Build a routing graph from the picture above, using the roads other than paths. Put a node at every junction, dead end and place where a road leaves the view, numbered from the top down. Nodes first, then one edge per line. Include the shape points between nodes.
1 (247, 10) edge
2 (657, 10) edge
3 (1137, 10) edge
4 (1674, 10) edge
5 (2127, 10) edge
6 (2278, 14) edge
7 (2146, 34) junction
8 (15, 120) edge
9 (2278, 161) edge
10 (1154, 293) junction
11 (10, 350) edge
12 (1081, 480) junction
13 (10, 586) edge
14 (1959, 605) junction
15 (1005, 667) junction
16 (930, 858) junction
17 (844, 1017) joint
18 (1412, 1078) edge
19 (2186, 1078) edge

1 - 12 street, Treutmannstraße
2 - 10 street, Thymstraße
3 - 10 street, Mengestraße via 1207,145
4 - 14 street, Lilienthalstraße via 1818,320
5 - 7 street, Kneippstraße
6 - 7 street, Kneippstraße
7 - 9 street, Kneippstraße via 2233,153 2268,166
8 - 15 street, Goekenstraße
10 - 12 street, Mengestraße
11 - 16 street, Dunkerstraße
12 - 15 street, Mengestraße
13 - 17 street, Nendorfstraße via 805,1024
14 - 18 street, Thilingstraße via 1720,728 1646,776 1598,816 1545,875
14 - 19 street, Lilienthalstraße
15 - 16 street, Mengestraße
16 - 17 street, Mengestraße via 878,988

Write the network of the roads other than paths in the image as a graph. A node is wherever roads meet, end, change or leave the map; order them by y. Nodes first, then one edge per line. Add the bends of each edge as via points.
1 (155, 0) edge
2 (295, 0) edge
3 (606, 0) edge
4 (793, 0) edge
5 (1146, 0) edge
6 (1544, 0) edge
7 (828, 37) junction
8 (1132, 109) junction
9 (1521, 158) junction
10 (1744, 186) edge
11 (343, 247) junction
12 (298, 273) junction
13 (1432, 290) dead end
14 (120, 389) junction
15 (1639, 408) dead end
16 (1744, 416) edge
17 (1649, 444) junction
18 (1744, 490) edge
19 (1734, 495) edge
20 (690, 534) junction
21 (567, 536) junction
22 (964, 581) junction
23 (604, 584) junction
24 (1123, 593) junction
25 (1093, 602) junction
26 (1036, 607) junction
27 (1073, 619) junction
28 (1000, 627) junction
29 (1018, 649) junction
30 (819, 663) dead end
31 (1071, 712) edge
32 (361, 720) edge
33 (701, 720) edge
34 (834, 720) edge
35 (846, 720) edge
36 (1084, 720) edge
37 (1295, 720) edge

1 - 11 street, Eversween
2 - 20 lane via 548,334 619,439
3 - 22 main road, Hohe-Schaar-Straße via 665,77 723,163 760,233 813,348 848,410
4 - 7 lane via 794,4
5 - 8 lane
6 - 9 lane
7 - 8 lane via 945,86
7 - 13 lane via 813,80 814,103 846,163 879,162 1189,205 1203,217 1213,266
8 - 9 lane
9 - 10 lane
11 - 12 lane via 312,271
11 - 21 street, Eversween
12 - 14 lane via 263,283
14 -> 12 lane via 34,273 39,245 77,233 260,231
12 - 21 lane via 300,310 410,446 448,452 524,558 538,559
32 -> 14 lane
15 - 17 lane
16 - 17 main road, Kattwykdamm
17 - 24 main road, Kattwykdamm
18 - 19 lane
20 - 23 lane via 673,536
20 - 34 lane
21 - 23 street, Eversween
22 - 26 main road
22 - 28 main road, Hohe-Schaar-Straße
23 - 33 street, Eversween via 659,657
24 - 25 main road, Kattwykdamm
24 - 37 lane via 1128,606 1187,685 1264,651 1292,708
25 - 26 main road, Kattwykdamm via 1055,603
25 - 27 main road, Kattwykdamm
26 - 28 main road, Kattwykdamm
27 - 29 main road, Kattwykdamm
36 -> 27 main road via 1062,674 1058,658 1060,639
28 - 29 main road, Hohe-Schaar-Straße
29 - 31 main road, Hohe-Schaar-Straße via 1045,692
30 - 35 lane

__________

- [What you have to do]: Search the data for the word "Hohe" and copy each line where it appears.

- [Your solution]:
3 - 22 main road, Hohe-Schaar-Straße via 665,77 723,163 760,233 813,348 848,410
22 - 28 main road, Hohe-Schaar-Straße
28 - 29 main road, Hohe-Schaar-Straße
29 - 31 main road, Hohe-Schaar-Straße via 1045,692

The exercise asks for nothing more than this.